La Corte ricorda, tuttavia, che “gli Stati membri restano liberi di adottare, nei rispettivi ordinamenti nazionali, disposizioni che prevedano una durata dell'orario di lavoro e periodi di riposo piu' favorevoli ai lavoratori, rispetto a quelli stabiliti nella direttiva”. La Corte ricorda anche che la direttiva non disciplina la questione della retribuzione dei lavoratori perche' esula dalla competenza dell'Unione. Gli Stati membri possono quindi prevedere, nel loro diritto nazionale, che la retribuzione di un lavoratore in orario di lavoro differisca da quella di un lavoratore in periodo di riposo e cio' anche al punto di non accordare alcun tipo di retribuzione durante tale periodo.

Infine, la Corte precisa che “le ore di guardia che un lavoratore e' obbligato a trascorrere al proprio domicilio con l'obbligo di rispondere alle convocazioni del suo datore di lavoro entro 8 minuti - il che limita molto fortemente le possibilita' di svolgere altre attivita' - devono essere considerate come orario di lavoro”. I giudici indicano che il fattore determinante per la qualificazione come orario di lavoro, ai sensi della direttiva, e' costituito dal fatto che il lavoratore “e' costretto a essere fisicamente presente nel luogo stabilito dal datore di lavoro e a tenersi a disposizione del medesimo per poter immediatamente fornire le opportune prestazioni in caso di bisogno”. Matzak non doveva solo essere raggiungibile durante i servizi di guardia: era obbligato a rispondere alle convocazioni del datore di lavoro entro 8 minuti ed essere fisicamente presente nel luogo stabilito dal datore di lavoro.

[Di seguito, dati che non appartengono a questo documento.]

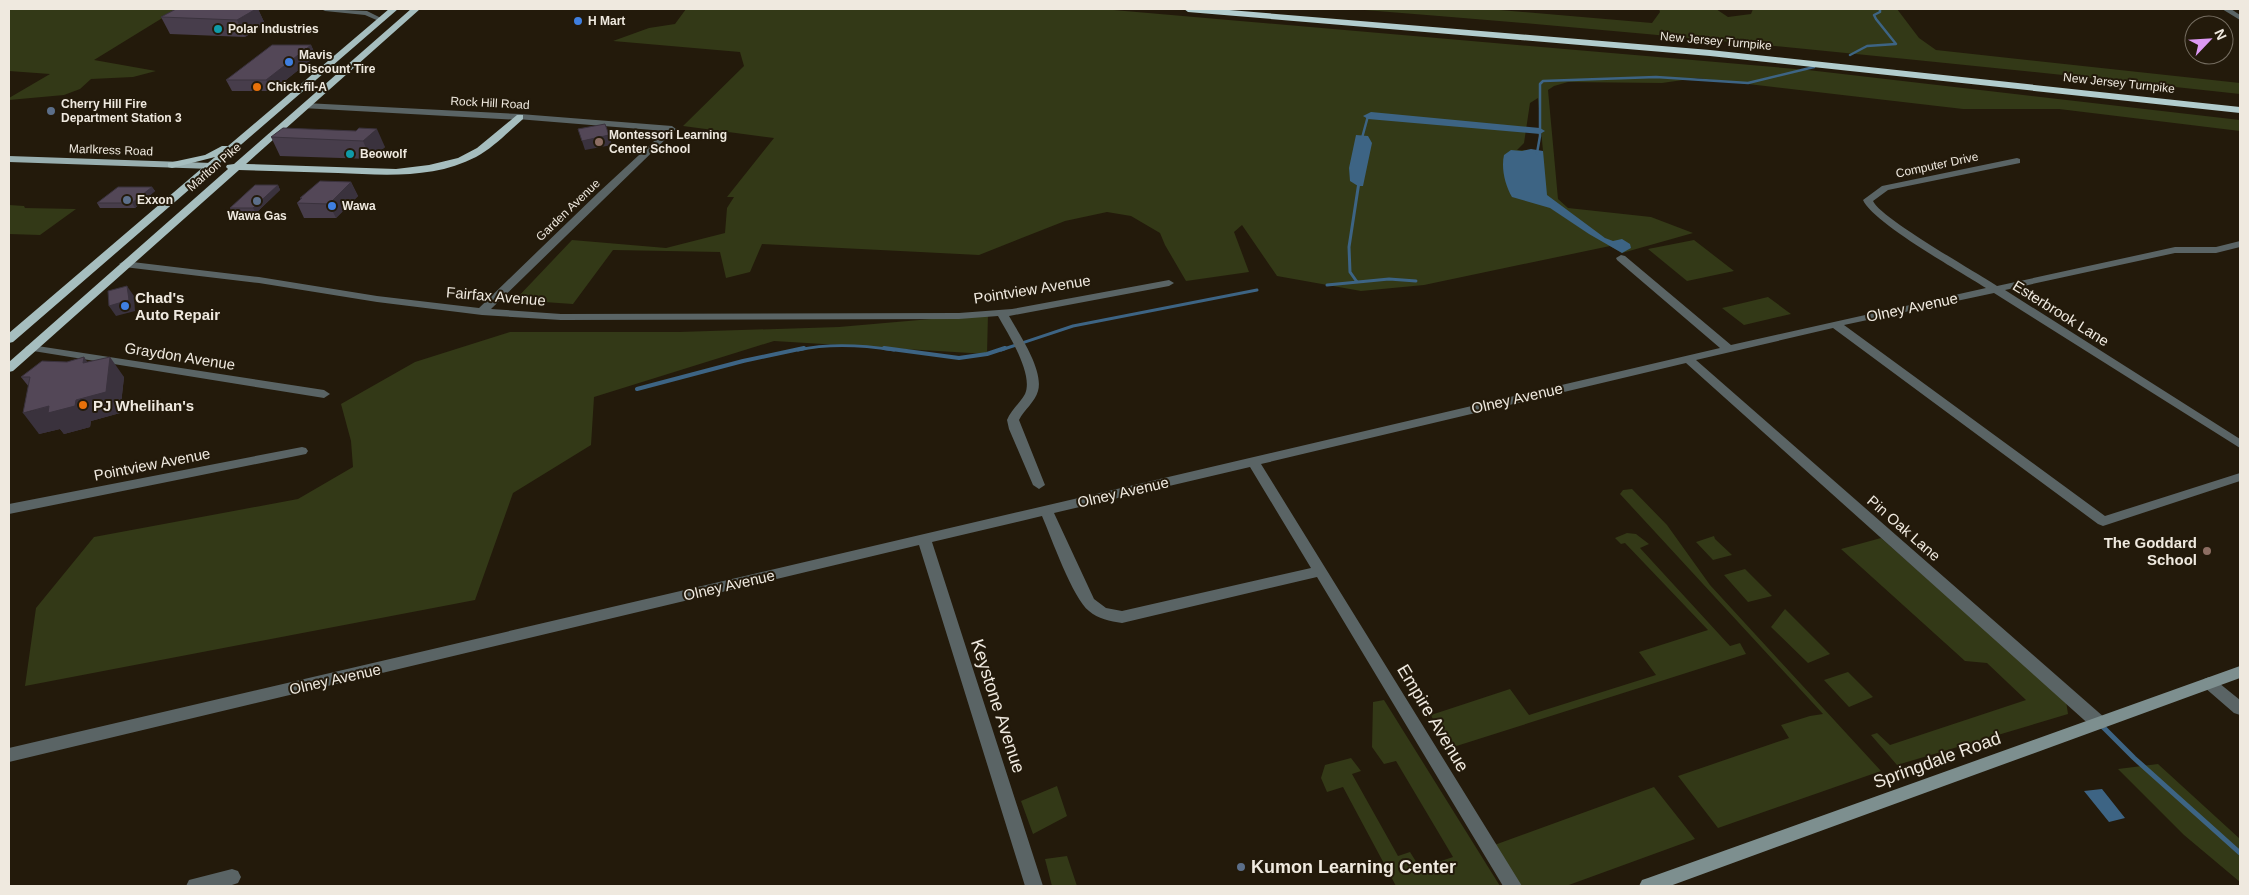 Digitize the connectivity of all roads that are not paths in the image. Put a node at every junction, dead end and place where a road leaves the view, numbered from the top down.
1 (325, 9) edge
2 (394, 9) edge
3 (416, 9) edge
4 (1188, 9) edge
5 (1272, 9) edge
6 (2226, 9) edge
7 (2240, 18) edge
8 (381, 20) junction
9 (2240, 102) edge
10 (305, 106) junction
11 (2240, 110) edge
12 (520, 117) junction
13 (672, 128) joint
14 (246, 137) junction
15 (9, 159) edge
16 (2017, 161) dead end
17 (172, 165) junction
18 (212, 166) junction
19 (235, 167) junction
20 (1869, 203) joint
21 (2240, 244) edge
22 (1621, 258) dead end
23 (124, 264) junction
24 (1169, 283) dead end
25 (1994, 289) junction
26 (482, 312) junction
27 (1002, 313) junction
28 (869, 317) joint
29 (1835, 324) junction
30 (9, 339) edge
31 (31, 348) junction
32 (1729, 348) junction
33 (1687, 358) junction
34 (9, 368) edge
35 (324, 394) dead end
36 (2240, 444) edge
37 (302, 451) dead end
38 (1253, 461) junction
39 (2240, 477) edge
40 (1039, 485) dead end
41 (9, 509) edge
42 (1046, 510) junction
43 (924, 538) junction
44 (1320, 571) junction
45 (2240, 672) edge
46 (2209, 683) junction
47 (2240, 709) edge
48 (2099, 723) junction
49 (9, 755) edge
50 (232, 877) dead end
51 (196, 886) edge
52 (1034, 886) edge
53 (1513, 886) edge
54 (1648, 886) edge

1 - 8 street
2 - 8 highway, Marlton Pike
3 - 10 highway, Marlton Pike
4 - 11 highway, New Jersey Turnpike
5 - 9 highway, New Jersey Turnpike
6 - 7 street
8 - 14 highway, Marlton Pike
10 - 12 street, Rock Hill Road
10 - 19 highway, Marlton Pike
12 - 13 street, Rock Hill Road
12 - 19 highway
13 - 26 street, Garden Avenue
14 - 17 highway
14 - 18 highway, Marlton Pike
15 - 17 main road, Marlkress Road
16 - 20 street, Computer Drive
17 - 18 main road, Marlkress Road
18 - 19 highway
18 - 30 highway, Marlton Pike
19 - 23 highway, Marlton Pike
20 - 25 street, Esterbrook Lane
21 - 25 street, Olney Avenue
22 - 32 street
23 - 26 street, Fairfax Avenue
23 - 31 highway, Marlton Pike
24 - 27 street, Pointview Avenue
25 - 29 street, Olney Avenue
25 - 36 street, Esterbrook Lane
26 - 28 street, Fairfax Avenue
27 - 28 street, Pointview Avenue
27 - 40 street
29 - 32 street, Olney Avenue
29 - 39 street
31 - 34 highway, Marlton Pike
31 - 35 street, Graydon Avenue
32 - 33 street, Olney Avenue
33 - 38 street, Olney Avenue
33 - 48 street, Pin Oak Lane
37 - 41 street, Pointview Avenue
38 - 42 street, Olney Avenue
38 - 44 street, Empire Avenue
42 - 43 street, Olney Avenue
42 - 44 street
43 - 49 street, Olney Avenue
43 - 52 street, Keystone Avenue
44 - 53 street, Empire Avenue
45 - 46 main road, Springdale Road
46 - 47 street
46 - 48 main road, Springdale Road
48 - 54 main road, Springdale Road
50 - 51 street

La Corte ritiene che - anche se tale luogo era, nel caso di specie, il domicilio del signor Matzak e non il suo luogo di lavoro - “l'obbligo di essere fisicamente presente nel luogo stabilito dal datore di lavoro nonche' il vincolo derivante, da un punto di vista geografico e temporale, dalla necessita' di raggiungere il luogo di lavoro entro 8 minuti, siano di natura tale da limitare in modo oggettivo le possibilita' di un lavoratore che si trovi nella situazione del signor Matzak di dedicarsi ai propri interessi personali e sociali”. Alla luce di tali vincoli, la situazione di Matzak si distingue da quella di un lavoratore che deve, durante le sue ore di guardia, essere semplicemente a disposizione del suo datore di lavoro affinche' quest'ultimo possa contattarlo.